Participants reported a wide range of exercises as their primary exercise: cycling (n = 20); running (n = 56); walking (n = 97); weight lifting (n = 61); yoga (n = 8); swimming (n = 5); aerobics/cardio (n = 23); unable to easily place into one of the larger categories (n = 22). Unlike Study 1, most participants were not cyclists; instead, most of Study 3’s participants were walkers, and cycling was the fifth most popular exercise.

As shown in Table 13, dissonance arousal correlated negatively with number of exercise days; these correlations were significant for vigorous days but not quite significant for moderate days. In contrast, dissonance reduction correlated positively with number of exercise days. Correlations with exercise time were for the most part non-significant, but in predicted directions. Gender also correlated with vigorous exercise days and time. This correlation indicated that women engaged in less vigorous exercise.

The bivariate correlations between dissonance-related variables and exercise remained significant when statistically controlling for gender and age, as shown in Table 14. The results with number of days exercised replicate the results from Study 2. However, the results with number of minutes (time) do not. Whereas Study 2 found unexpected positive correlations between dissonance arousal and time, Study 3 found negative correlations, as predicted.

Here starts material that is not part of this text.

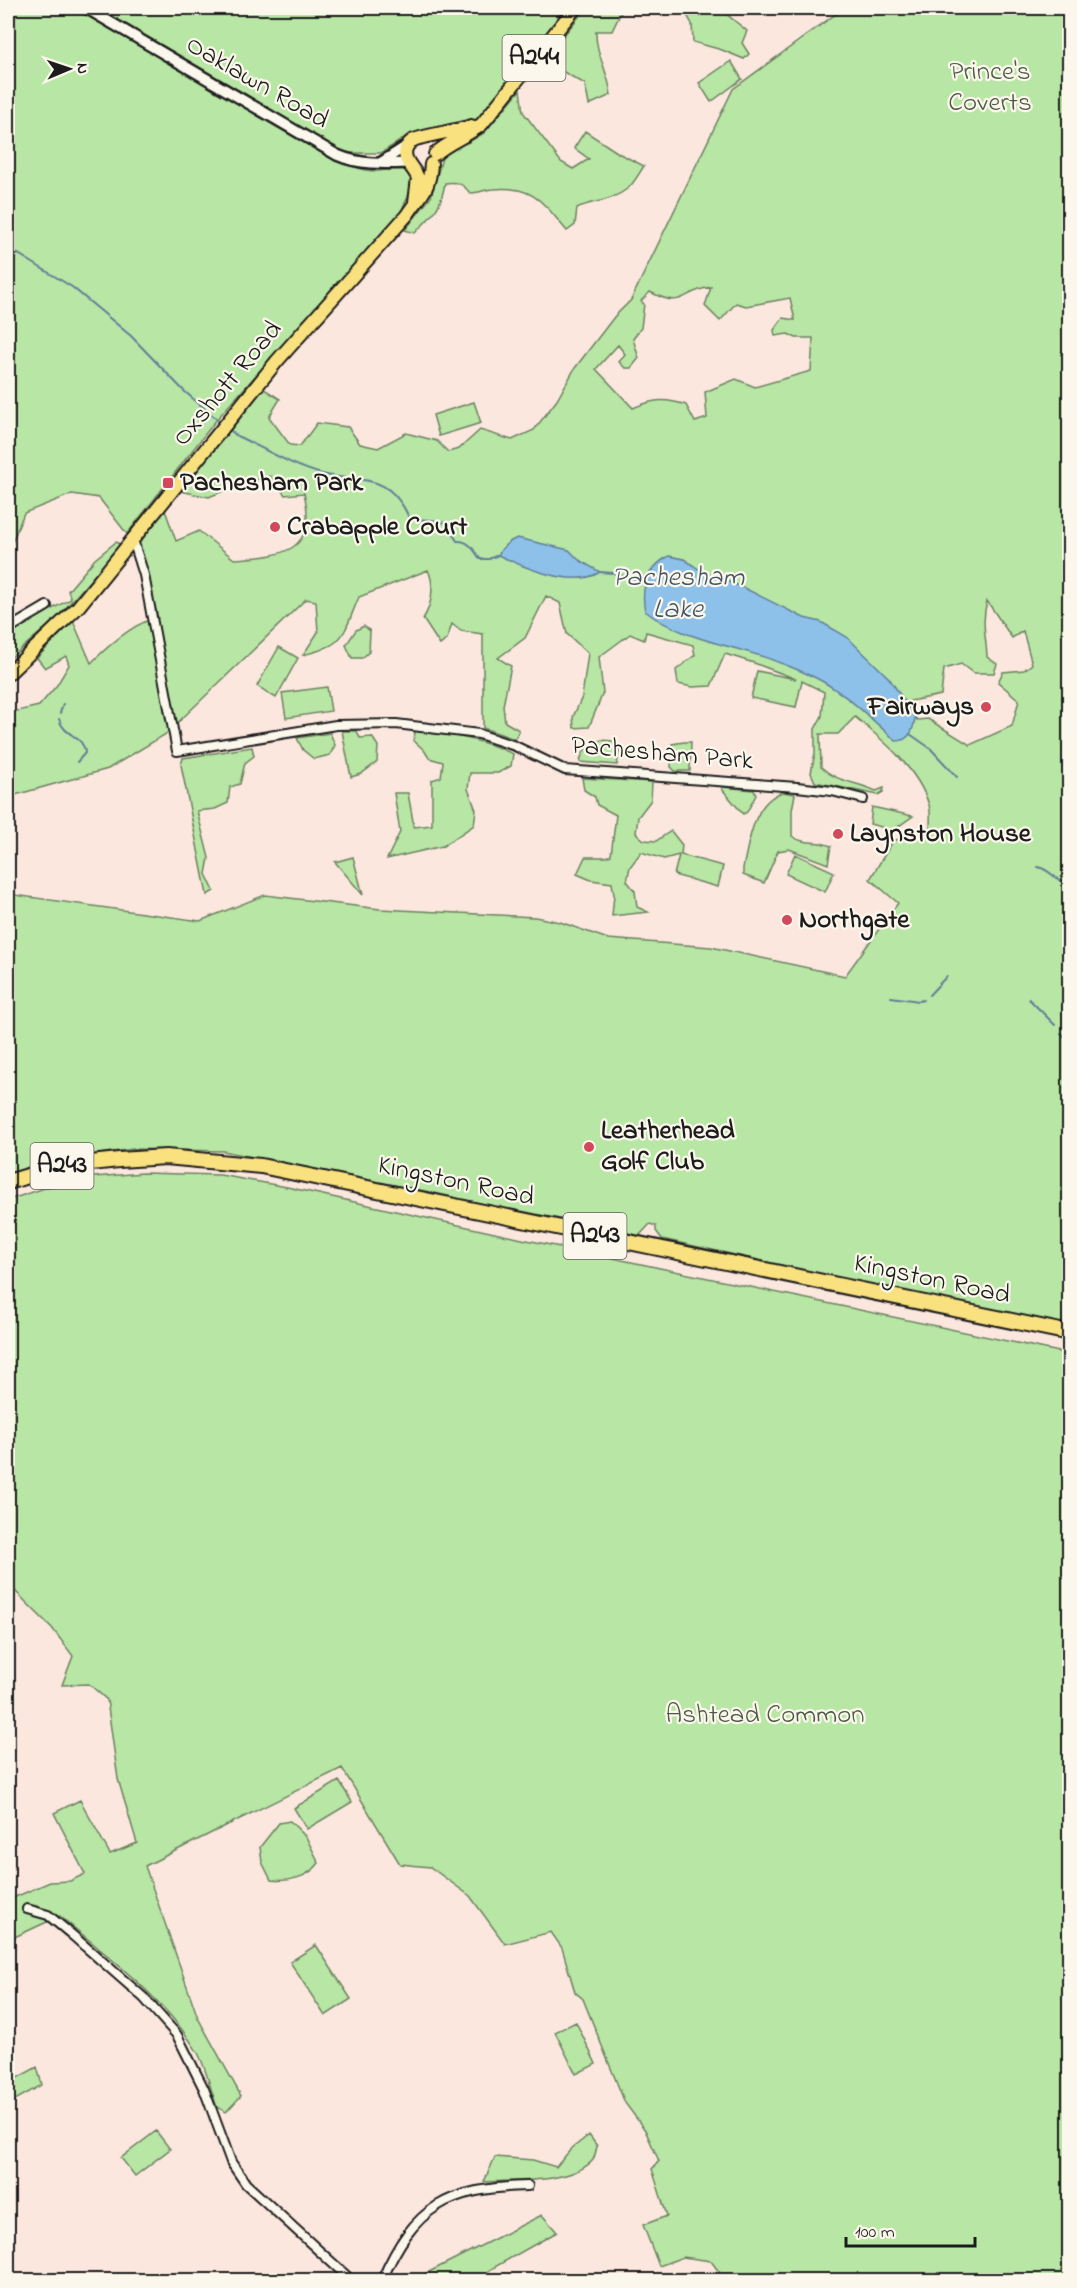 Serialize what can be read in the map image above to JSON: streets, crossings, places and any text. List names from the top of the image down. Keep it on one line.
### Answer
{"streets":{"highway":["A243","Kingston Road"],"main road":["A244","Oxshott Road"],"street":["Oaklawn Road","Pachesham Park"]},"crossings":[["A244","Oaklawn Road"],["A244","Oxshott Road"],["Oaklawn Road","Oxshott Road"],["Oxshott Road","Pachesham Park"]],"water":["Pachesham Lake"],"parks":["Prince's Coverts","Ashtead Common"],"places":{"transit":["Pachesham Park"],"other":["Crabapple Court","Fairways","Laynston House","Northgate","Leatherhead Golf Club"]},"scale_bar":"100 m","north":"right"} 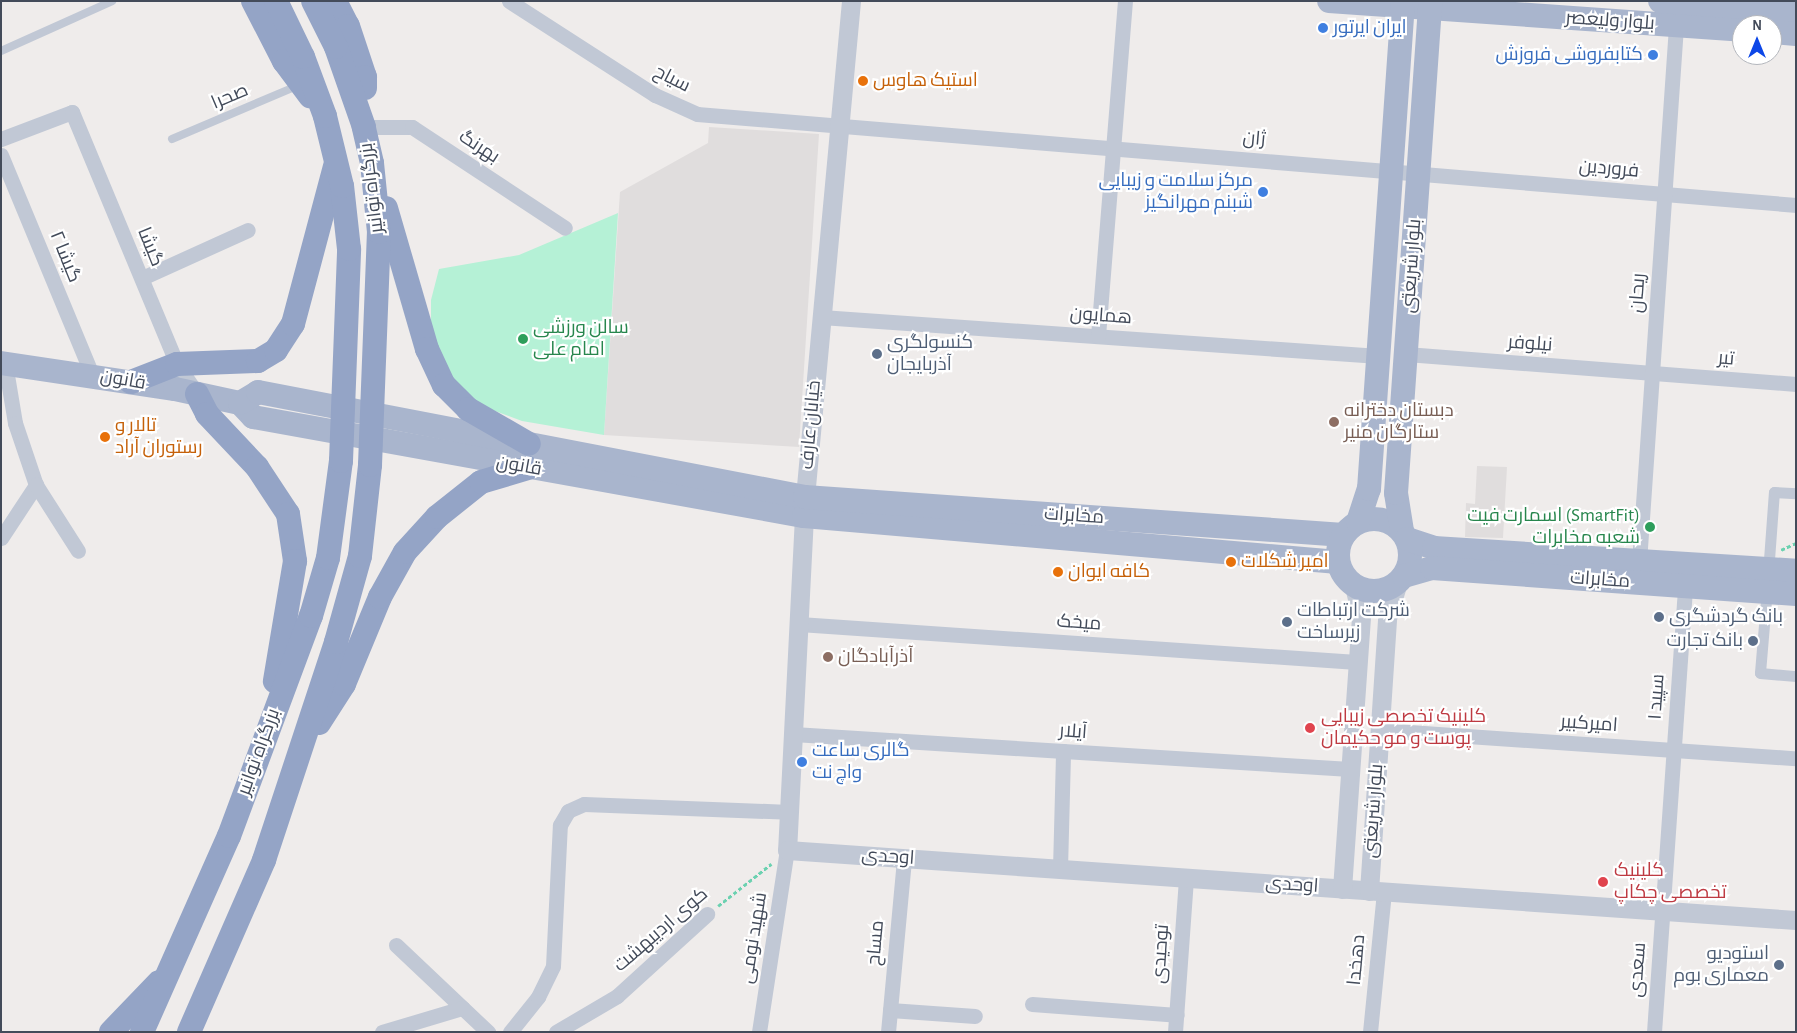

In Table 15, we present correlations of dissonance variables with BIS, BAS, SWLS, age, and gender. Replicating results from previous studies, dissonance arousal was positively correlated with BIS and negatively correlated with some BAS subscales as well as SWLS and age. Women also tended to score higher on dissonance arousal than men did. In contrast, dissonance reduction was negatively correlated with BIS and positively correlated with some BAS as well as SWLS and age. Women and men did not differ significantly on dissonance reduction.

Next, we computed correlations of exercise variables with BIS, BAS, and SWLS. As shown in Table 16, BIS was not significantly correlated with exercise. However, BAS-Drive was positively correlated with exercise, whereas BAS-Fun-Seeking and BAS-Reward-Responsiveness were not significantly correlated with exercise. Satisfaction with Life was correlated positively with exercise.

Next, we conducted the same multiple regressions used in Study 2 to test whether dissonance variables related to exercise because of BIS (or BAS or SWLS). To reduce the number of analyses, we created a BAS composite variable (average of the three BAS subscales) and focused only on dissonance reduction overall and dissonance arousal overall. As shown in Table 17, the results suggest that some correlations of dissonance-related variables with exercise may have been partially due to BAS or SWLS. However, other correlations of dissonance-related variables with exercise suggest that BIS, BAS, and SWLS did not explain them.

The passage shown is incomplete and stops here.